O curso é realizado durante quatro semanas ao longo de setembro em colaboração com o Centro Internacional para Jornalistas (ICFJ, em espanhol), o Open News e  a Online News Association (ONA), e cofinanciado pela União Europeia, através do projeto Stars4Media. Além disso, conta com o apoio do Fórum de Cobertura da Crise Global de Saúde em espanhol.

Martitegui, fundadora do The Coaching Post, contou que chegou no fundo do poço profissionalmente depois de perder a noção do que estava fazendo devido ao excesso de trabalho e hiperconectividade. “Um dia percebi que não sabia para que era jornalista, desliguei e fiquei com raiva da profissão”, explicou.

[Leia mais: Saúde mental e jornalismo, parte 4: Uma conversa com Allissa Richardson]

A crise a levou a se formar como coach, o que a ajudou a administrar o estresse, levando-a por um caminho muito grande de autoexploração e entender o que havia acontecido, a se reconectar e a se apaixonar pela profissão de jornalista.

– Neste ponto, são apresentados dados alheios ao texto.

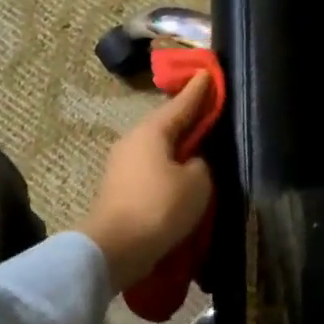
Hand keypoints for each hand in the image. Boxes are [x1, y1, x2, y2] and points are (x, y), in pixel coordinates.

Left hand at [79, 73, 216, 291]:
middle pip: (167, 124)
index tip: (208, 73)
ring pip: (158, 148)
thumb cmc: (159, 208)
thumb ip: (201, 164)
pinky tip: (181, 175)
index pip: (181, 104)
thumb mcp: (197, 184)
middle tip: (209, 109)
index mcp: (152, 131)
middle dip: (187, 118)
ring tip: (200, 146)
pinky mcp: (120, 189)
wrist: (114, 249)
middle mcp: (133, 141)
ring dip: (178, 147)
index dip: (198, 91)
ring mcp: (122, 165)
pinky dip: (168, 168)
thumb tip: (193, 162)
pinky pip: (152, 169)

Em geral, os jornalistas estão expostos a um alto nível de estresse, mas o risco de serem afetados aumentou ainda mais com as condições de trabalho impostas pela pandemia de COVID-19, disse Mar Cabra, uma das instrutoras. Cabra é jornalista investigativa, foi vencedora do Prêmio Pulitzer depois de ter liderado a equipe de tecnologia e dados da investigação "Panama Papers", mas foi justamente essa experiência que a levou a sofrer de síndrome de burnout ou esgotamento, devido à grande hiperconexão com jornalistas de todo o mundo.

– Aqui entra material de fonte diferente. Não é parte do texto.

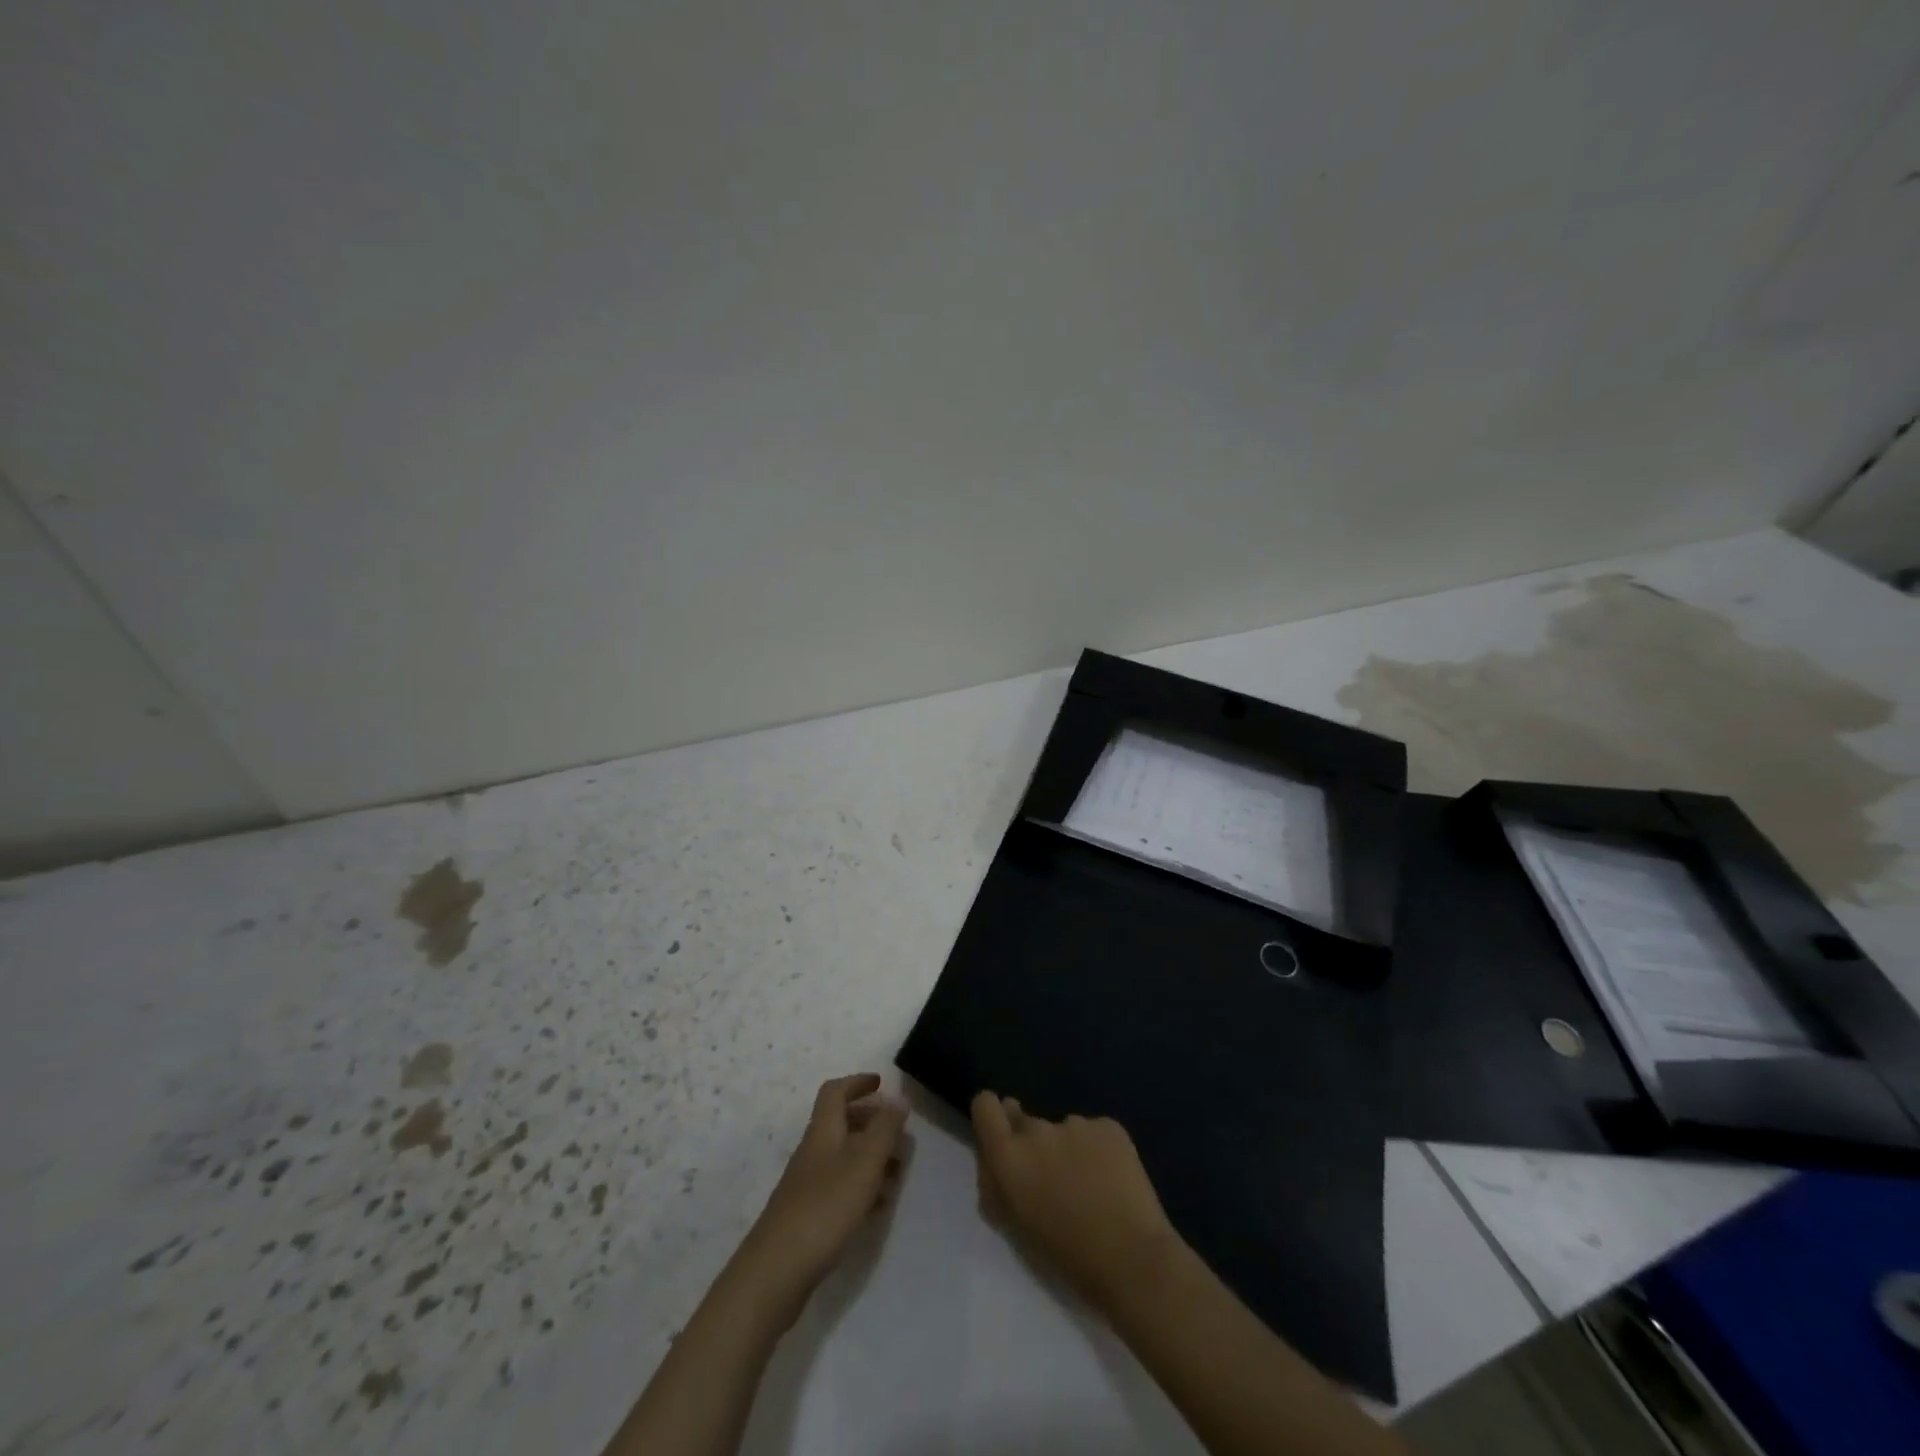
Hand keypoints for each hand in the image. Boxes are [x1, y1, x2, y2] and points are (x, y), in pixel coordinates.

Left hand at [735, 1074, 906, 1318]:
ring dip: (870, 1156)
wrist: (776, 1271)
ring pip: (843, 1156)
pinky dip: (862, 1187)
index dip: (857, 1083)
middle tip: (898, 1133)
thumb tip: (898, 1097)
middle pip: (841, 1123)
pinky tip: (878, 1207)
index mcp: (823, 1131)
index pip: (835, 1092)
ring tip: (897, 1172)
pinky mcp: (808, 1216)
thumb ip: (884, 1129)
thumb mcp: (864, 1163)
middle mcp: (813, 1152)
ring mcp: (807, 1185)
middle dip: (871, 1121)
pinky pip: (840, 1187)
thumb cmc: (825, 1207)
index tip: (881, 1083)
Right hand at [971, 1091, 1179, 1312]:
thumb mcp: (1015, 1225)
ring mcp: (1075, 1122)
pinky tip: (1112, 1180)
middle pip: (1024, 1119)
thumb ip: (996, 1184)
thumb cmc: (1066, 1255)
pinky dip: (1098, 1150)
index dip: (992, 1115)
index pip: (985, 1105)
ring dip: (1068, 1148)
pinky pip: (1094, 1132)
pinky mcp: (1109, 1125)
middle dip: (1032, 1140)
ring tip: (1089, 1185)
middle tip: (1051, 1174)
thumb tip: (992, 1159)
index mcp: (1008, 1156)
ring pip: (1063, 1129)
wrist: (1133, 1261)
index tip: (1002, 1133)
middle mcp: (1037, 1129)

“Chegou um momento, muito perto de receber o Pulitzer, que eu tinha que estar muito feliz, mas a realidade é que eu estava muito infeliz por dentro, muito esgotada. Pesquisando como a tecnologia nos afeta, me tornei uma especialista em bem-estar digital. Quando a pandemia começou, comecei a ver tantos colegas muito estressados ​​pelo bombardeio de informações e por estarem trancados em casa, e isso me motivou a trabalhar neste projeto”, explicou.

As instrutoras mostraram os resultados de uma pesquisa realizada pela Federação Internacional de Jornalistas, sobre como a pandemia afeta o trabalho dos jornalistas. “Um dos problemas que mais se notou foi o aumento do estresse e da ansiedade, mais nas mulheres do que nos homens. O jornalismo é uma profissão com níveis de estresse muito elevados, mas agora que vivemos uma situação inédita tornou-se mais urgente regulá-lo por nós mesmos”, destacou.

Cabra apresentou a seguinte lista dos efeitos da pandemia na profissão:

  1. Sou jornalista e agora também pai e professor, tudo sob o mesmo teto.
  2. Estou conectado o tempo todo, mas tenho dificuldade em estabelecer limites. A tecnologia torna difícil para mim me desconectar do trabalho.
  3. Estou mais ansioso do que o normal e meu corpo dói.
  4. Estou preocupado com meu cargo.

Martitegui explica que estresse é o desgaste que ocorre no corpo, quando se ativa um mecanismo de defesa que visa facilitar a sobrevivência por muito tempo. “Quando percebemos que existe uma ameaça ou risco, o que chamamos de estressores, esse sistema é ativado no nosso corpo, o coração bombeia muito sangue, há tensão e outros órgãos vitais como o sistema imunológico e digestivo param de funcionar. Se isso acontecer por muito tempo, o efeito é prejudicial", disse.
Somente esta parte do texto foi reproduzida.